You’ll note in the above narrative that in 1863, after a “Mud March” in January, they were in Falmouth, VA until April.

From Ellsworth Herald (1851-1865):

“APRIL 10, 1863
Machias, Apr. 6, at the residence of Thomas Boynton, Esq., by the Rev. P. Bond of Cherryfield, Mr. William C. BOWKER to Miss Ruth H., daughter of Capt. Samuel WATTS of Englishman’s River.”

I’m planning to do a separate blog about which Samuel Watts was Ruth’s dad.  Her mother was Esther Whitney, daughter of Reuben Whitney and Hannah Stetson.   Ruth Hall Watts Bowker was a registered member of the DAR from her grandfather, Joel Whitney, who served during the Revolutionary War.

Next came four children:

Laura Esther Bowker was born in 1864.  She married Frank Schoppee in 1895.  I do not know if they had any children.

Herbert A Bowker was born in 1866.  He married Sarah Frances Crane in 1892.  They had a son, Francis L, in 1893.  I don’t know if they had more children.

Samuel Watts Bowker was born in 1868.  He married Amy Lauretta Rankin in 1893.  See blog from April 20 for their details.  Their daughter, Barbara, was my mother’s mother.

Eugene Bowker was born in July, 1871 and died in March, 1872.
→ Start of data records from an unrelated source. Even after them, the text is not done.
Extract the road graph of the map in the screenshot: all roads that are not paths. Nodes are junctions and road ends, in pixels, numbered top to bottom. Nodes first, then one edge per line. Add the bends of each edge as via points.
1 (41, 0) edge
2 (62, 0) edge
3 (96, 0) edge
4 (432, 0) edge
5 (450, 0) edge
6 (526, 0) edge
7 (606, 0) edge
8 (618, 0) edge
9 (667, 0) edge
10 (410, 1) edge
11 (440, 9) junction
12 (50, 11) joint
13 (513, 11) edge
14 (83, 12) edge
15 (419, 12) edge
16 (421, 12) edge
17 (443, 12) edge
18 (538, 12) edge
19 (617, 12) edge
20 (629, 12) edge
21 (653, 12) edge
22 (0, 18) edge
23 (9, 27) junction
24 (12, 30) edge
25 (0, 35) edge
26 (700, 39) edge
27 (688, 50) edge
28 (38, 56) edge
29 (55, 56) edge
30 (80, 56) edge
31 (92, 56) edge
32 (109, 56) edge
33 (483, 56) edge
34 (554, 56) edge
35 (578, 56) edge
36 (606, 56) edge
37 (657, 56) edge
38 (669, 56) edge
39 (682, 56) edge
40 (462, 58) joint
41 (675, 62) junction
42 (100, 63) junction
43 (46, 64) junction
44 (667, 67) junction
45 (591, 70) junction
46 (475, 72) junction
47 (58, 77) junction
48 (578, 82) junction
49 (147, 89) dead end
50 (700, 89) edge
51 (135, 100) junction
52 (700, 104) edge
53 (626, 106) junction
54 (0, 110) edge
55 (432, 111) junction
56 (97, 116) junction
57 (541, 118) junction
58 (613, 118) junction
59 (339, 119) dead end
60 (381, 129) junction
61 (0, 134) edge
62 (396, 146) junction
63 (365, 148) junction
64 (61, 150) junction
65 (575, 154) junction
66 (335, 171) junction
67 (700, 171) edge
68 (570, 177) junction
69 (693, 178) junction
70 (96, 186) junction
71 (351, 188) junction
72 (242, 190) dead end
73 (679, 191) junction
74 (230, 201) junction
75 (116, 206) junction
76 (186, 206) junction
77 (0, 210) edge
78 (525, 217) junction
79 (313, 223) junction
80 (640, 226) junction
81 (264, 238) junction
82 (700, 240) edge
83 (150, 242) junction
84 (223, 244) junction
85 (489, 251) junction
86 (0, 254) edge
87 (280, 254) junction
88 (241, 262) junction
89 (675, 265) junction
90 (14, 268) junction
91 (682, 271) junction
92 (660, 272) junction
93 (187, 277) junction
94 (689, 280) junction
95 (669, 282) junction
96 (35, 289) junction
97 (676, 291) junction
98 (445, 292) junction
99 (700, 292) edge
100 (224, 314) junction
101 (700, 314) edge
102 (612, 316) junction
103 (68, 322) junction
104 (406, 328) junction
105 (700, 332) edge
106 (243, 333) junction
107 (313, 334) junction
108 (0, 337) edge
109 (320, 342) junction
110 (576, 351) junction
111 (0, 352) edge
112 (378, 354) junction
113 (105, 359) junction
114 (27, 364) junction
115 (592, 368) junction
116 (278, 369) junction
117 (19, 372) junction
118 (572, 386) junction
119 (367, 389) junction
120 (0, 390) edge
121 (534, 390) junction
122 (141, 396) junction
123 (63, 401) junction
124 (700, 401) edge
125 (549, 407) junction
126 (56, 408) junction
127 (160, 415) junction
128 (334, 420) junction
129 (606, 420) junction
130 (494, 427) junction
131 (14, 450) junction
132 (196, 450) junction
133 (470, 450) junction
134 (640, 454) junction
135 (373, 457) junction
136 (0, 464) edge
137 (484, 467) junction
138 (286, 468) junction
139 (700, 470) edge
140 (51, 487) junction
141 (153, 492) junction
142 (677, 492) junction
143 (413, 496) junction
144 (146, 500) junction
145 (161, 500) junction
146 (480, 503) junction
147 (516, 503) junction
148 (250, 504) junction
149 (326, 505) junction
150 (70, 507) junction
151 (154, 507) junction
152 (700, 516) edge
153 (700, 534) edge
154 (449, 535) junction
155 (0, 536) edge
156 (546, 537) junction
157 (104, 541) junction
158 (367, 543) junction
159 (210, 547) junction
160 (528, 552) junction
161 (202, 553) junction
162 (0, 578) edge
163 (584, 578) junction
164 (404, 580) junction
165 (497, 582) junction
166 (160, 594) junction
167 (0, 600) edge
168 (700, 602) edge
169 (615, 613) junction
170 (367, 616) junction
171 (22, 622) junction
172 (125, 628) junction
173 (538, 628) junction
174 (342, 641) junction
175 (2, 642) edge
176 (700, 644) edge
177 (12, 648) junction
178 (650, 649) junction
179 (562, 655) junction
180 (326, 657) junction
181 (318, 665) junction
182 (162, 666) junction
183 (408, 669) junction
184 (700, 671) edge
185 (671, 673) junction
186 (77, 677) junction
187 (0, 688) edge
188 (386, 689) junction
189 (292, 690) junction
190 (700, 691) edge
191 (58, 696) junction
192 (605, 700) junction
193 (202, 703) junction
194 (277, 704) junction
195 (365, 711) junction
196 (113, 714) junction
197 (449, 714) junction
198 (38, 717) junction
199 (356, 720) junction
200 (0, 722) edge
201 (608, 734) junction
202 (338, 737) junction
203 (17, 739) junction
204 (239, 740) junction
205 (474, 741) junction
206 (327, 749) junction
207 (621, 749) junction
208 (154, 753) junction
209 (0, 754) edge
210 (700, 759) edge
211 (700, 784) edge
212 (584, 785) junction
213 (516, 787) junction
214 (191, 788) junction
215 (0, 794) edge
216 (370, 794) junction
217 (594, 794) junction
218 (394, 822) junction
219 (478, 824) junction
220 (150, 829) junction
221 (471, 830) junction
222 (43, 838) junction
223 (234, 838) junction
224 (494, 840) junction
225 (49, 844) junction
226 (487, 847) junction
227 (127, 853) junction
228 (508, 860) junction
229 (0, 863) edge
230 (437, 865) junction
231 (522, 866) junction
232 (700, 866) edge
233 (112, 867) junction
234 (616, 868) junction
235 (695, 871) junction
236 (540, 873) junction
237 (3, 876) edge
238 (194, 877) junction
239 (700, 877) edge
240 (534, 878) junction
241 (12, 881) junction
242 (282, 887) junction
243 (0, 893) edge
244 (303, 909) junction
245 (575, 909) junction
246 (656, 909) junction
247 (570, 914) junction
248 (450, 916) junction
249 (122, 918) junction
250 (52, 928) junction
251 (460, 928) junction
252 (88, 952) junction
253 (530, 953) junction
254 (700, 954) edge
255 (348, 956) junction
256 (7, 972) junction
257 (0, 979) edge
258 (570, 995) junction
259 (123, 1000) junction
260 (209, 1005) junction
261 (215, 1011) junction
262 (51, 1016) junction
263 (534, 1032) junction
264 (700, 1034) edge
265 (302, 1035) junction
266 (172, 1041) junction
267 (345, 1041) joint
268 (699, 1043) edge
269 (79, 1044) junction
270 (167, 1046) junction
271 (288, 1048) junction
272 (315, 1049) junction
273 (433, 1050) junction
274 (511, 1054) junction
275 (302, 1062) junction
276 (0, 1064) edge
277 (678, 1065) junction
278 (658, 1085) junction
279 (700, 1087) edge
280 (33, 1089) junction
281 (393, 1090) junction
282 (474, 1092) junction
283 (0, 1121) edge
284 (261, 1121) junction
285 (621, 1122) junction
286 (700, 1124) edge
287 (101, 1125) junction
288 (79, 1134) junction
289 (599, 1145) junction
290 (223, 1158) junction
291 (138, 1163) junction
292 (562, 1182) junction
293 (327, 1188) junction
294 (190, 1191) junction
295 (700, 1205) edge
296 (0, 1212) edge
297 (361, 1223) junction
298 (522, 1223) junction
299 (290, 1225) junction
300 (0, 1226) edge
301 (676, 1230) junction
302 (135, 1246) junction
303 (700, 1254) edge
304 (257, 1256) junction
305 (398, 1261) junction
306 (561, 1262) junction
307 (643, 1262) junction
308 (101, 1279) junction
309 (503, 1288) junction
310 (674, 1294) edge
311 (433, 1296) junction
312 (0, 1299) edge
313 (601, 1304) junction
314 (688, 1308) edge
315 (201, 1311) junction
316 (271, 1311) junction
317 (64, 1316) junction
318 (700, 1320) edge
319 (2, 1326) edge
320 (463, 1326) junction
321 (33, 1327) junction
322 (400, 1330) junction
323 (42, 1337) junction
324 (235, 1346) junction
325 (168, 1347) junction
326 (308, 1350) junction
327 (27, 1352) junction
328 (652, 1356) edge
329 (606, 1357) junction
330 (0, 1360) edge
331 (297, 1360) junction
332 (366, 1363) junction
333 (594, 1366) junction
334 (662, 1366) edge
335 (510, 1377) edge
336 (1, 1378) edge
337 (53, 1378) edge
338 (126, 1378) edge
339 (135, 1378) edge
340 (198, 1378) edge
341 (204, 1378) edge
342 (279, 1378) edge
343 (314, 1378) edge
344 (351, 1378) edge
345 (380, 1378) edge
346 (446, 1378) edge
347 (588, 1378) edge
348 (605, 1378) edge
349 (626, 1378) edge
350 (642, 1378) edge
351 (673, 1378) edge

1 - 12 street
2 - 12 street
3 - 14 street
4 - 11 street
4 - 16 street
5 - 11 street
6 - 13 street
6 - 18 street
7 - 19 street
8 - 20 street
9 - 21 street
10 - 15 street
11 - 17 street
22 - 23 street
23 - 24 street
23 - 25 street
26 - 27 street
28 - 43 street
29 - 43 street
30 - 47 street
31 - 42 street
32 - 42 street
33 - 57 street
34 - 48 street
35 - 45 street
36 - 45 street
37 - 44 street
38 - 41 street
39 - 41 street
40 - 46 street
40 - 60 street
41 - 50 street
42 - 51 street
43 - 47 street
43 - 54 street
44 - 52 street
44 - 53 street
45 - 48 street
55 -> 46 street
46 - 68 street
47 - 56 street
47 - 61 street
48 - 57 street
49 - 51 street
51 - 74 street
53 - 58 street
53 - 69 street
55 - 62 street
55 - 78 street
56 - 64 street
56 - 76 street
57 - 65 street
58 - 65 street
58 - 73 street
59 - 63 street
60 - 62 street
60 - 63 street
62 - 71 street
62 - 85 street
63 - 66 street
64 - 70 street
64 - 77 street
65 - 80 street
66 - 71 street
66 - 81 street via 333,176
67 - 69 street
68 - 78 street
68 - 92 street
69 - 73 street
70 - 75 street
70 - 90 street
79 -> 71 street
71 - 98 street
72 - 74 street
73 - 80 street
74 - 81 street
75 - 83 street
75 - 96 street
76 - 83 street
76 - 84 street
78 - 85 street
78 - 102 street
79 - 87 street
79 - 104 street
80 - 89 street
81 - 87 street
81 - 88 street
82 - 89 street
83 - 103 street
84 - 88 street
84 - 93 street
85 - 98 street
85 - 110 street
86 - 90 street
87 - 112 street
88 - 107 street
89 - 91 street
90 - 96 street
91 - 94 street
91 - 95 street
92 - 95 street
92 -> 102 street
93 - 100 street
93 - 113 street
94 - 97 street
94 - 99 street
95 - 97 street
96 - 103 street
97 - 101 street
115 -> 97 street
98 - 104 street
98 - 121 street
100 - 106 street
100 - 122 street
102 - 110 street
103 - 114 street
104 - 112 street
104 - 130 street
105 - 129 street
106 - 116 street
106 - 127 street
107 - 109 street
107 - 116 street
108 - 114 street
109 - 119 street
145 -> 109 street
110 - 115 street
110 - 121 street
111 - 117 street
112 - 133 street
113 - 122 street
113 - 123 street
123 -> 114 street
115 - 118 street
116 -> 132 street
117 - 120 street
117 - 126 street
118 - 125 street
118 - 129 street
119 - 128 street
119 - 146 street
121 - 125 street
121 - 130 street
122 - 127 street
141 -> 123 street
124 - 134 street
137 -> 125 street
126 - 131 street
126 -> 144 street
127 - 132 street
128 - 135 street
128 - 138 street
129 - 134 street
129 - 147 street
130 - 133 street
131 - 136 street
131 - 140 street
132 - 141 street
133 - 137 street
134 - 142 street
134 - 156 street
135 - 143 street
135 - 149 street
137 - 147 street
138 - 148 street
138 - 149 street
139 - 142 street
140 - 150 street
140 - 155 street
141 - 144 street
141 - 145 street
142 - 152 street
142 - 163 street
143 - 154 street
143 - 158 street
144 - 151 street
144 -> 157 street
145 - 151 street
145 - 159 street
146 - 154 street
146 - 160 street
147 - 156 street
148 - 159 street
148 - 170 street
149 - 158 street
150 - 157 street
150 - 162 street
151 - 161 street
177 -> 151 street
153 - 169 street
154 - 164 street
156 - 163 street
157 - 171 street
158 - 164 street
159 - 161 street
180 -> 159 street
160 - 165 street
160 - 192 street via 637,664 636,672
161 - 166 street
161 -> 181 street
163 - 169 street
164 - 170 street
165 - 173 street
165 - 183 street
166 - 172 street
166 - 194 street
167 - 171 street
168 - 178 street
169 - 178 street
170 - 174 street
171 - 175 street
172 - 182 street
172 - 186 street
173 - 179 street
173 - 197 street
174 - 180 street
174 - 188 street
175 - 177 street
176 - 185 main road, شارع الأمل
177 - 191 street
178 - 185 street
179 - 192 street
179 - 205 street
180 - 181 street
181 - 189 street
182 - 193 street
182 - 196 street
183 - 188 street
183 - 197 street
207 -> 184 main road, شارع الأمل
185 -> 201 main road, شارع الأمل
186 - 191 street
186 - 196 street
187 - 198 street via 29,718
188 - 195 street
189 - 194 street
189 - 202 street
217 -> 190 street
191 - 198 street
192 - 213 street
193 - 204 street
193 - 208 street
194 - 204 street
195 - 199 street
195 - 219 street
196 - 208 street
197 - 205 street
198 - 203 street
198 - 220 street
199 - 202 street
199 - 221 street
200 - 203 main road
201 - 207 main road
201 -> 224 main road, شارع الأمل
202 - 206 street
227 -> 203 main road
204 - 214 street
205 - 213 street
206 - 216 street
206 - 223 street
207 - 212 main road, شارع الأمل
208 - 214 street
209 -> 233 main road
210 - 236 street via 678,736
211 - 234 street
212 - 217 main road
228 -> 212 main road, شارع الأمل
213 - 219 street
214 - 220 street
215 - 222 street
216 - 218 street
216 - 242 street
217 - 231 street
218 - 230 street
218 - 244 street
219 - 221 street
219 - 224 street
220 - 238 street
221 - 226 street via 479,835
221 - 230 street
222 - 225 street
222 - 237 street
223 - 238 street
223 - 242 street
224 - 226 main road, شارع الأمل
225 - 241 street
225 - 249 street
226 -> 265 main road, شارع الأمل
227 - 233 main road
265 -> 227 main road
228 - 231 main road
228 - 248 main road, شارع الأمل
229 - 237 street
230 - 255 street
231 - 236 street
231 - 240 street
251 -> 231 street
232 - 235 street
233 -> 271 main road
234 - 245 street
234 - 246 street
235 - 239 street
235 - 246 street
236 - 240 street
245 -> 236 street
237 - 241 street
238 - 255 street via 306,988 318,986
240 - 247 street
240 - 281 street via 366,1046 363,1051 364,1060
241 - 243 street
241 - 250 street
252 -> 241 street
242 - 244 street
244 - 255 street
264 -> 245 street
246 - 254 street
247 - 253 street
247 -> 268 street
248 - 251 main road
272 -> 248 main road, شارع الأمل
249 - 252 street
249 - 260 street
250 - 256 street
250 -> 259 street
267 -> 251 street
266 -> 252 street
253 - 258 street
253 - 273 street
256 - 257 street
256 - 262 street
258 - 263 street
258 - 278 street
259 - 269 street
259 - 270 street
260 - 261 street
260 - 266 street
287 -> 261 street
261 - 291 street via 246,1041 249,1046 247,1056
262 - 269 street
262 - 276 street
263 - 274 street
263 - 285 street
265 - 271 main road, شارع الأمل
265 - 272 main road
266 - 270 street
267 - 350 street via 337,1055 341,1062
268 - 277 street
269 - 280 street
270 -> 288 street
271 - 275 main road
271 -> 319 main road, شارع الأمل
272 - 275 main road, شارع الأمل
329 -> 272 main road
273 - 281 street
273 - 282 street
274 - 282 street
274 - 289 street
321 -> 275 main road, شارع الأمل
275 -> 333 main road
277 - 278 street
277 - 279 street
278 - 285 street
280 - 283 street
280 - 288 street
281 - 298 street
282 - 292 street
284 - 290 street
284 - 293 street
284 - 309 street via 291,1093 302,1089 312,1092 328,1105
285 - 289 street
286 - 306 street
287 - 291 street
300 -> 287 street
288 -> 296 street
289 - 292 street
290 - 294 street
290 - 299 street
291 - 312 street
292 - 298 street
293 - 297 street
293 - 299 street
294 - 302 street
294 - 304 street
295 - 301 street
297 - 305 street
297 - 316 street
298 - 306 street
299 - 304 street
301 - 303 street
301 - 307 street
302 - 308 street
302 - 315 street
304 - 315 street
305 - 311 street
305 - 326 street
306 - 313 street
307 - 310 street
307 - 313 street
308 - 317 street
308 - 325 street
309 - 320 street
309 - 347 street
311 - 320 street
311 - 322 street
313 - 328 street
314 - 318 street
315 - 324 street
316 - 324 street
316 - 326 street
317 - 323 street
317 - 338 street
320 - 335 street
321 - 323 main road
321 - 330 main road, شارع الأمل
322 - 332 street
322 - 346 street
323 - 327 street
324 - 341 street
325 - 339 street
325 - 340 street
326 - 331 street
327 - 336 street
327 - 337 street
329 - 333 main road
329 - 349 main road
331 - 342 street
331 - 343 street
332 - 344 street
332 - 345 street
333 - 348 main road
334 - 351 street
From 1869 through 1875, William Clark Bowker is noted as the builder of the Whitneyville Congregational Church in Whitneyville, Washington Co, Maine.  On my 1973 visit, Grandma pointed out this church and told me her grandfather had built it.  I though she meant he was a preacher and had started a congregation.  No, she meant he physically built the building himself (I’m sure he had some help).  What I don’t remember her telling me is that it is on the National Register of Historic Places as an example of Italianate architecture.

Here’s a picture of the church, courtesy of Mr Bob Kiem.

Whitneyville Congregational Church (1869-1875) photo by Bob Kiem

In 1870 census, Wm C Bowker is head of household in Machias, age 40, occupation Carpenter.

In the 1880 census, Wm C Bowker is head of household in Machias, age 49, occupation House Carpenter.

In the 1890’s he and some of his siblings and children can be found in Brookline, Massachusetts. The 3 brothers, Winslow, William and Watts Henry, were all in the building trades there at various times.

William Clark Bowker died July 10, 1896 in Brookline, MA and was buried in the Court Street Cemetery, Machias, ME. A transcription of his death certificate is on the April 20th blog. Ruth H Watts Bowker was listed still active in the DAR, living in Machias as late as 1911.  She died in 1917.  Here’s her Find-a-Grave entry.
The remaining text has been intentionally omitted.